At the time, the administration’s internal position was that only an American casualty could prompt military retaliation. But Iran has arguably become more emboldened since then, taking more steps to restart its nuclear program.

“The president stands by his decision to not retaliate against the Iran attack on a U.S. drone because of the potential loss of life,” said one of the people close to the White House. “His concern was that Iran would escalate attacks on other interests in the region. The president has shown great restraint, but advisers have encouraged some action.”

Foreign diplomats who spoke with Politico on Tuesday said they perceived caution in Trump’s handling of Iran, not least because of 2020 campaign considerations.

“He’s somebody who wants to show U.S. strength,” a European diplomat said. “At the same time, the elections are approaching and the last thing he can wish is to draw the U.S. into a protracted conflict.”

Yet Trump’s constant shifting — which he’s described as a negotiating tactic in the past – can undermine not only his credibility but also that of his aides, noted Heather Hurlburt, an analyst with New America. Pompeo, for example, quickly and explicitly blamed Tehran for the Saudi attack, while Trump has yet to explicitly finger Iran.

But if investigators determine Tehran is the culprit, others said, Trump may need to act — or at least help the Saudis do so.

“I’m a little concerned that he’ll go full Trumpian and greenlight a Saudi retaliation,” said Mark Dubowitz, head of the Foundation for Defense of Democracies, a think tank that advocates a hard line against Iran.

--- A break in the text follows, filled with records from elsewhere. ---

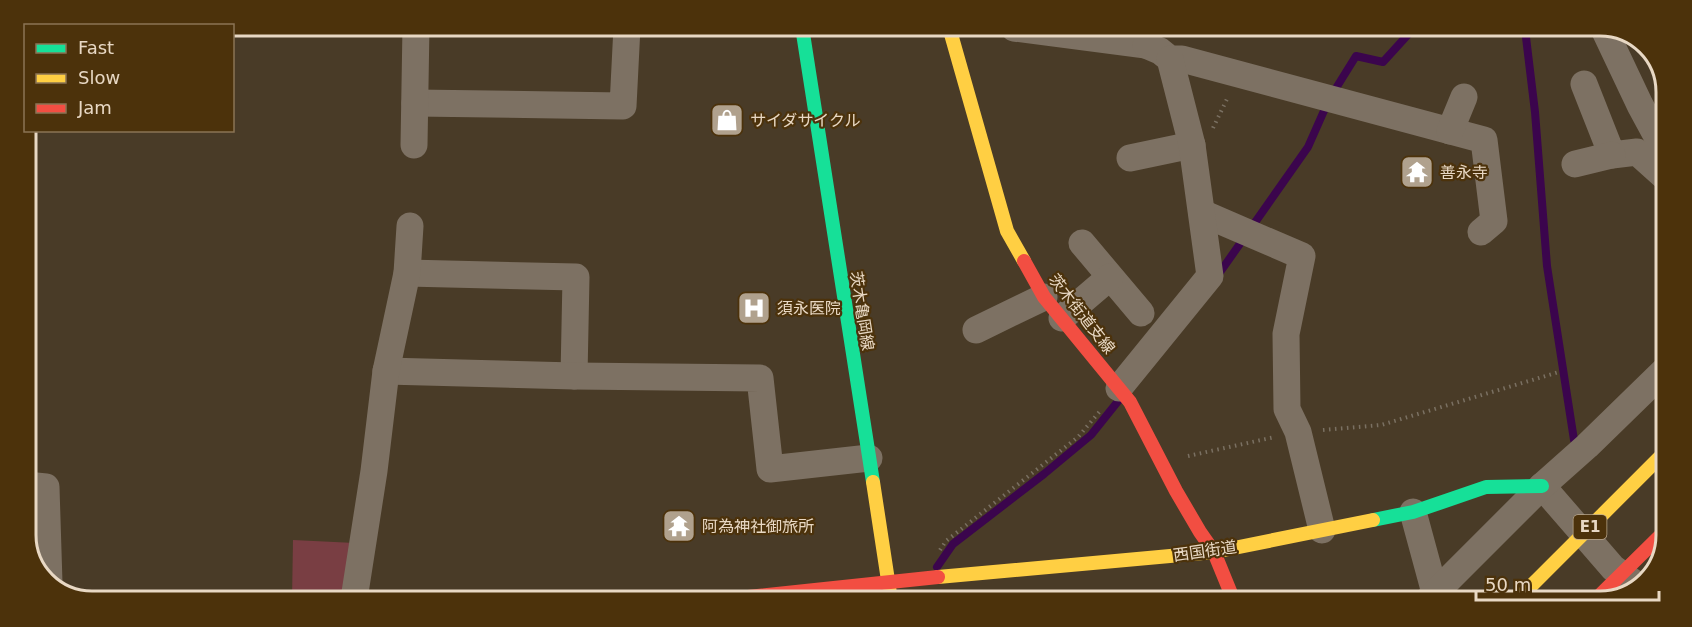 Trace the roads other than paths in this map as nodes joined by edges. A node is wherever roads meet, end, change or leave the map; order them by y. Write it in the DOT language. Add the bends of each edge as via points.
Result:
graph roads {
  1 [pos="416,36"];
  2 [pos="627,36"];
  3 [pos="803,36"];
  4 [pos="952,36"];
  5 [pos="1146,36"];
  6 [pos="1608,37"];
  7 [pos="1170,59"];
  8 [pos="1584,84"];
  9 [pos="1464,97"];
  10 [pos="415,103"];
  11 [pos="1450,131"];
  12 [pos="1656,135"];
  13 [pos="414,145"];
  14 [pos="1194,155"];
  15 [pos="1612,155"];
  16 [pos="1130,158"];
  17 [pos="1575,164"];
  18 [pos="1656,169"];
  19 [pos="1202,213"];
  20 [pos="411,226"];
  21 [pos="1481,232"];
  22 [pos="1082,243"];
  23 [pos="407,273"];
  24 [pos="1110,278"];
  25 [pos="1044,297"];
  26 [pos="1141,313"];
  27 [pos="1062,318"];
  28 [pos="975,330"];
  29 [pos="386,371"];
  30 [pos="574,376"];
  31 [pos="1656,379"];
  32 [pos="1119,388"];
  33 [pos="869,458"];
  34 [pos="1656,461"];
  35 [pos="36,486"];
  36 [pos="1542,486"];
  37 [pos="1413,512"];
  38 [pos="1322,530"];
  39 [pos="1656,540"];
  40 [pos="1214,552"];
  41 [pos="49,571"];
  42 [pos="1632,581"];
  43 [pos="888,582"];
  44 [pos="1606,590"];
  45 [pos="355,591"];
  46 [pos="804,591"];
  47 [pos="890,591"];
  48 [pos="1230,591"];
  49 [pos="1430,591"];
  50 [pos="1437,591"];
  51 [pos="1526,591"];
  1 -- 10 [label="street"];
  2 -- 10 [label="street" via="623,106"];
  3 -- 33 [label="main road, 茨木亀岡線"];
  4 -- 25 [label="main road, 茨木街道支線" via="1007,231"];
  5 -- 7 [label="street"];
  6 -- 12 [label="street"];
  7 -- 11 [label="street" via="1182,58"];
  7 -- 14 [label="street"];
  8 -- 15 [label="street"];
  9 -- 11 [label="street"];
  10 -- 13 [label="street"];
  11 -- 21 [label="street" via="1484,140 1494,221"];
  14 -- 16 [label="street"];
  14 -- 19 [label="street"];
  15 -- 17 [label="street"];
  15 -- 18 [label="street" via="1637,152"];
  19 -- 32 [label="street" via="1210,276"];
  19 -- 38 [label="street" via="1302,256 1286,333 1287,409 1298,432"];
  20 -- 23 [label="street"];
  22 -- 24 [label="street"];
  23 -- 29 [label="street"];
  23 -- 30 [label="street" via="576,277"];
  24 -- 26 [label="street"];
  24 -- 27 [label="street"];
  25 -- 27 [label="main road, 茨木街道支線"];
  25 -- 28 [label="street"];
  27 -- 32 [label="main road, 茨木街道支線"];
  29 -- 30 [label="street"];
  29 -- 45 [label="street"];
  30 -- 33 [label="street" via="760,378 770,469"];
  31 -- 36 [label="street"];
  32 -- 40 [label="main road, 茨木街道支線"];
  33 -- 43 [label="main road, 茨木亀岡線"];
  34 -- 51 [label="main road, E1"];
  35 -- 41 [label="street" via="46,488"];
  36 -- 37 [label="main road, 西国街道" via="1486,487"];
  36 -- 42 [label="street" via="1613,568"];
  36 -- 50 [label="street"];
  37 -- 38 [label="main road, 西国街道"];
  37 -- 49 [label="street"];
  38 -- 40 [label="main road, 西国街道"];
  39 -- 44 [label="main road"];
  40 -- 43 [label="main road, 西国街道"];
  40 -- 48 [label="main road, 茨木街道支線"];
  43 -- 46 [label="main road, 西国街道"];
  43 -- 47 [label="main road, 茨木亀岡線"];
}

Dubowitz said such a “worst case scenario” could lead Riyadh to act with impunity if Trump kept the U.S. out of the fray, and that could prompt a serious Iranian retaliation that leads to an escalating cycle of violence.

“I’m of the view, based on decades of [Iranian] revolutionary response to American power, that if the United States uses military power, the regime is likely to back down, not escalate. If the Saudis use military power, the regime is likely to escalate,” Dubowitz said.

As for Iran, said Trita Parsi, executive vice president of the newly formed Quincy Institute for Responsible Statecraft, Iranian Supreme Leader Ayatollah Ali Khamenei’s latest comments suggest there is still room for dialogue, if not negotiations.

The distinction matters, he said, because Iran may be looking for political room to maneuver.

“If they show themselves too weak, too afraid of an American response, their calculation is it will be more likely that Trump will take military action,” Parsi said. “It’s immensely risky, but it has to be weighed against the risk of Iran sitting there watching Trump cost-free crushing Iran’s economy.”